10 Year Impact Statement
The IAS Special Year on Univalent Foundations of Mathematics, 2012-13.
The Special Year on Univalent Foundations was the Big Bang for the new field now known as Homotopy Type Theory and Univalent Foundations.
Through this program, the 25-30 researchers and students involved (and the 25 visitors who were there over the course of the year) were formed into a cohesive community of scientific colleagues. Starting from various different backgrounds, specializations, and even different disciplines (mathematics, logic, computer science), they emerged with a shared set of theoretical tools, a common working language, and a sense of community that has endured and carried them forward for the 10 years since then.
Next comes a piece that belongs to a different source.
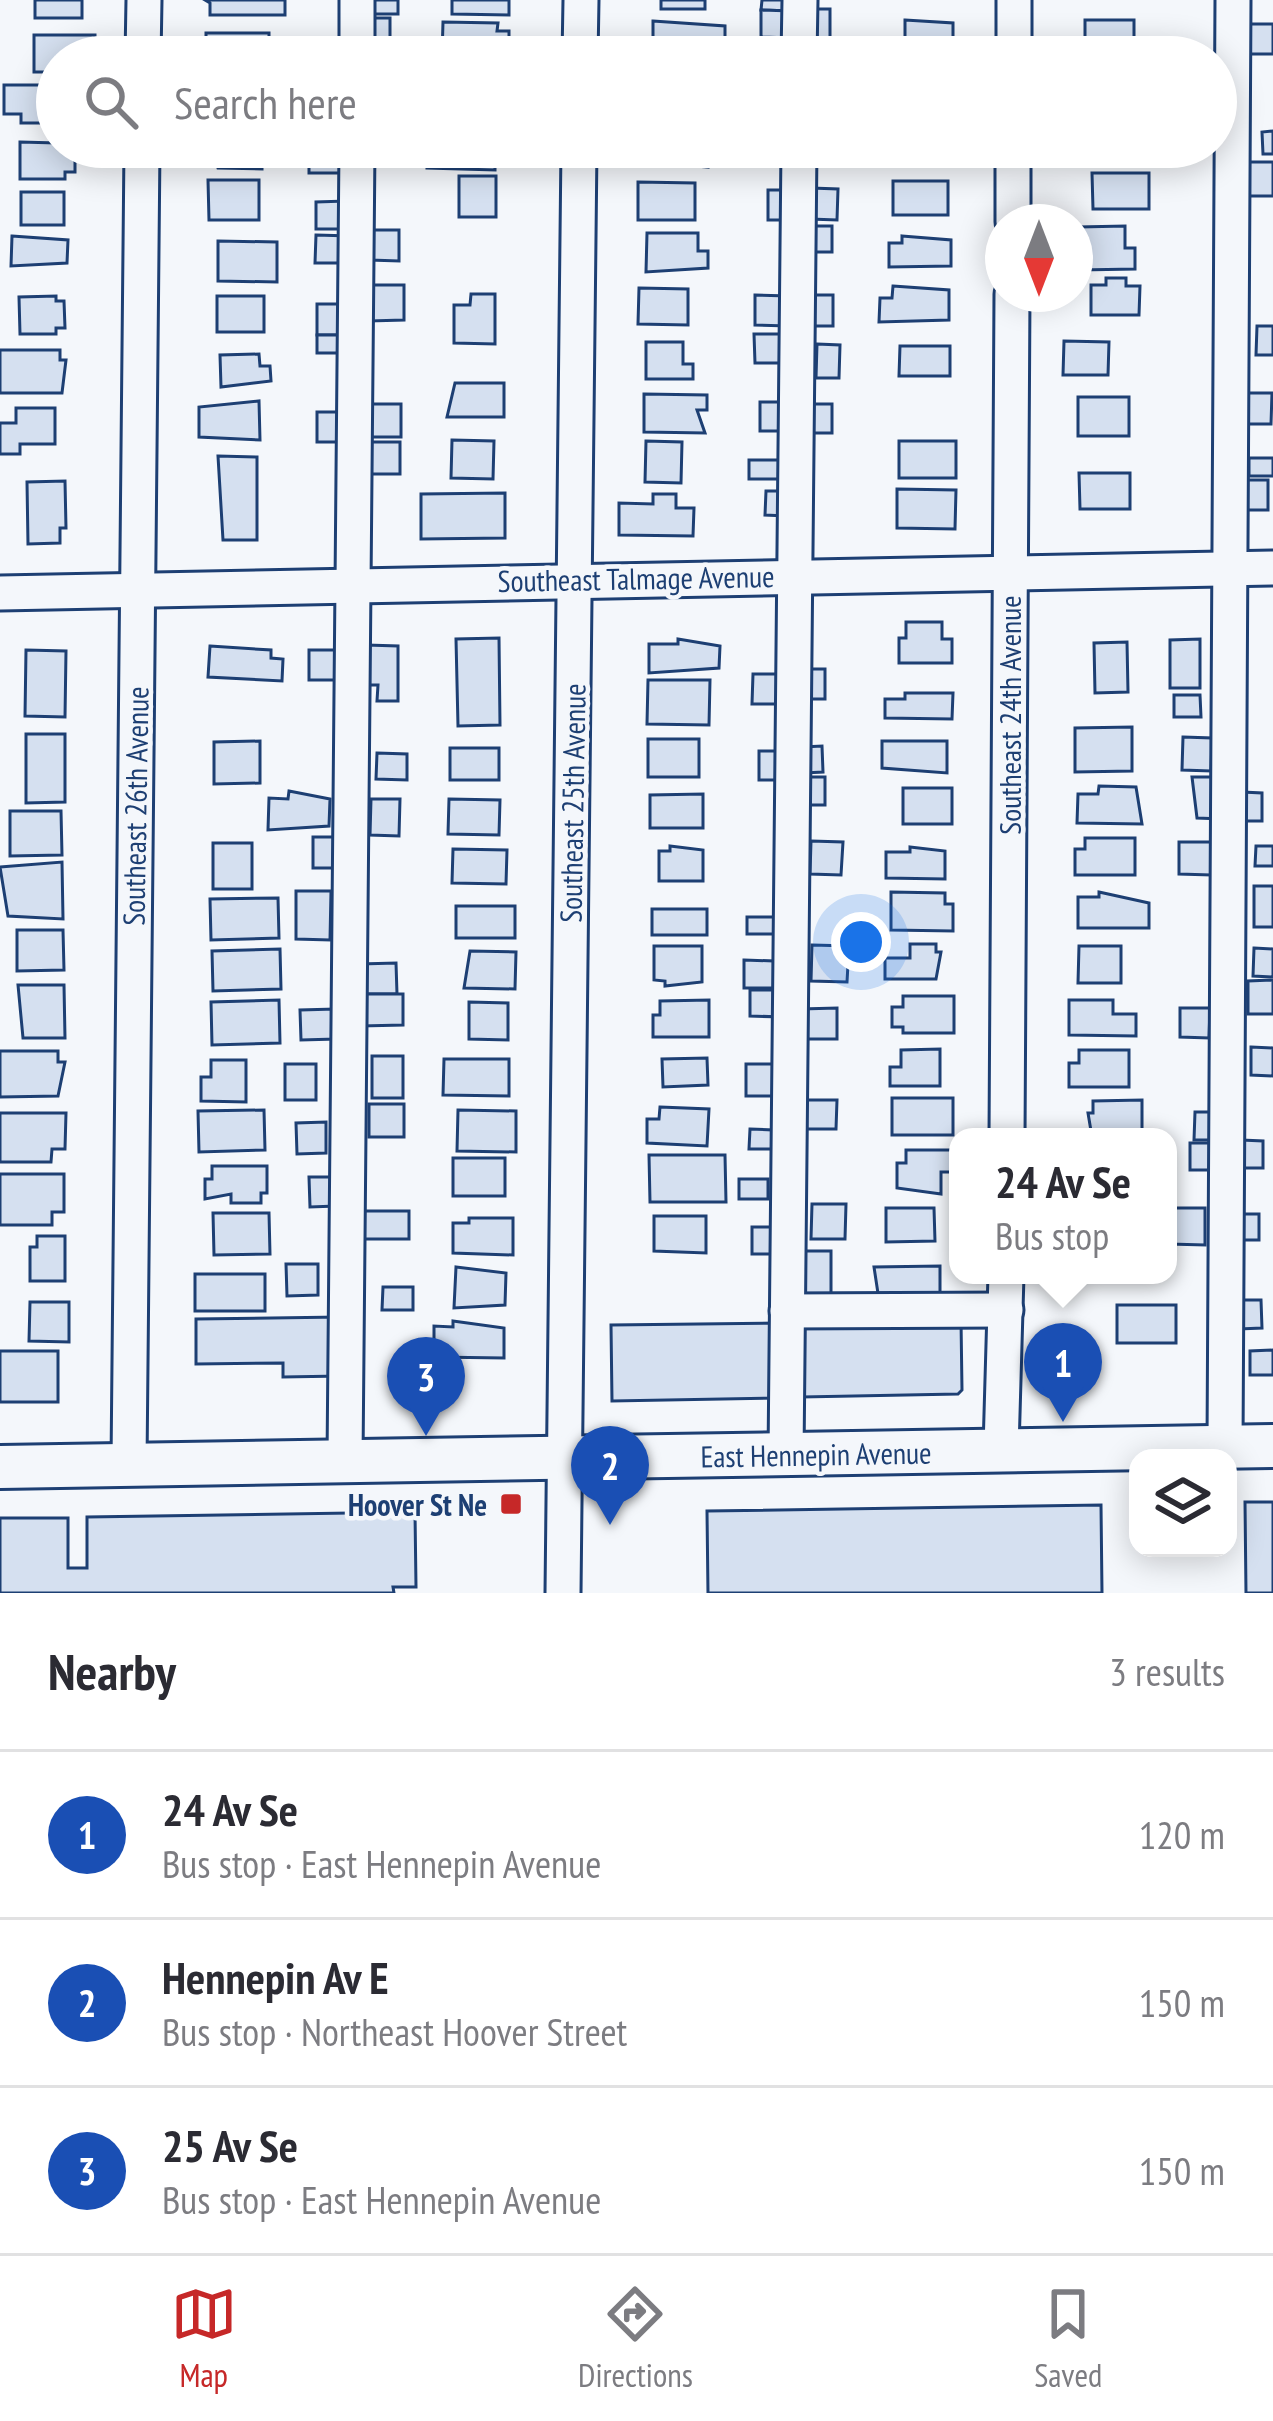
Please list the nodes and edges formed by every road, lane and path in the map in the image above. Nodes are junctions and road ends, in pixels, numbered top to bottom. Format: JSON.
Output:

The common focus of developing a new foundational system for mathematics that would be well-suited to computer formalizations, and yet convenient for everyday mathematicians to use, has led to theoretical and practical advances in mathematics, logic, and computer science, resulting in hundreds of research papers and public lectures (and probably millions of lines of code), scores of dissertations, several professorships, high-profile research grants, and regular international conferences, all focused on this new and vibrant field of scientific research at the intersection of several disciplines.
A textbook written as a collaborative project by the participants during the special year was self-published and made available at cost, and has been downloaded or purchased many thousands of times [1]. An international conference and summer school held after 5 years was attended by well over 100 students and researchers, and a second summer school held online during the Covid-19 pandemic had over 750 registered participants.
In addition to these practical indications of a successful scientific community, theoretical advances have been made toward the solutions of problems formulated during the special year. Several such important open problems were identified by the end of the year, and have guided research efforts since then. Two of these were recently solved by special year alumni: a team led by Special Year co-organizer Thierry Coquand (Gothenburg, Sweden) resolved a central conjecture formulated by IAS faculty member and co-organizer Vladimir Voevodsky on the computational tractability of the new Univalence Axiom; and Special Year participant Michael Shulman (University of San Diego) established a fundamental result conjectured by co-organizer Steve Awodey (Carnegie Mellon) on the mathematical applications of the formal system. And other participants, and their students, continue to advance the field with new computational tools and mathematical results.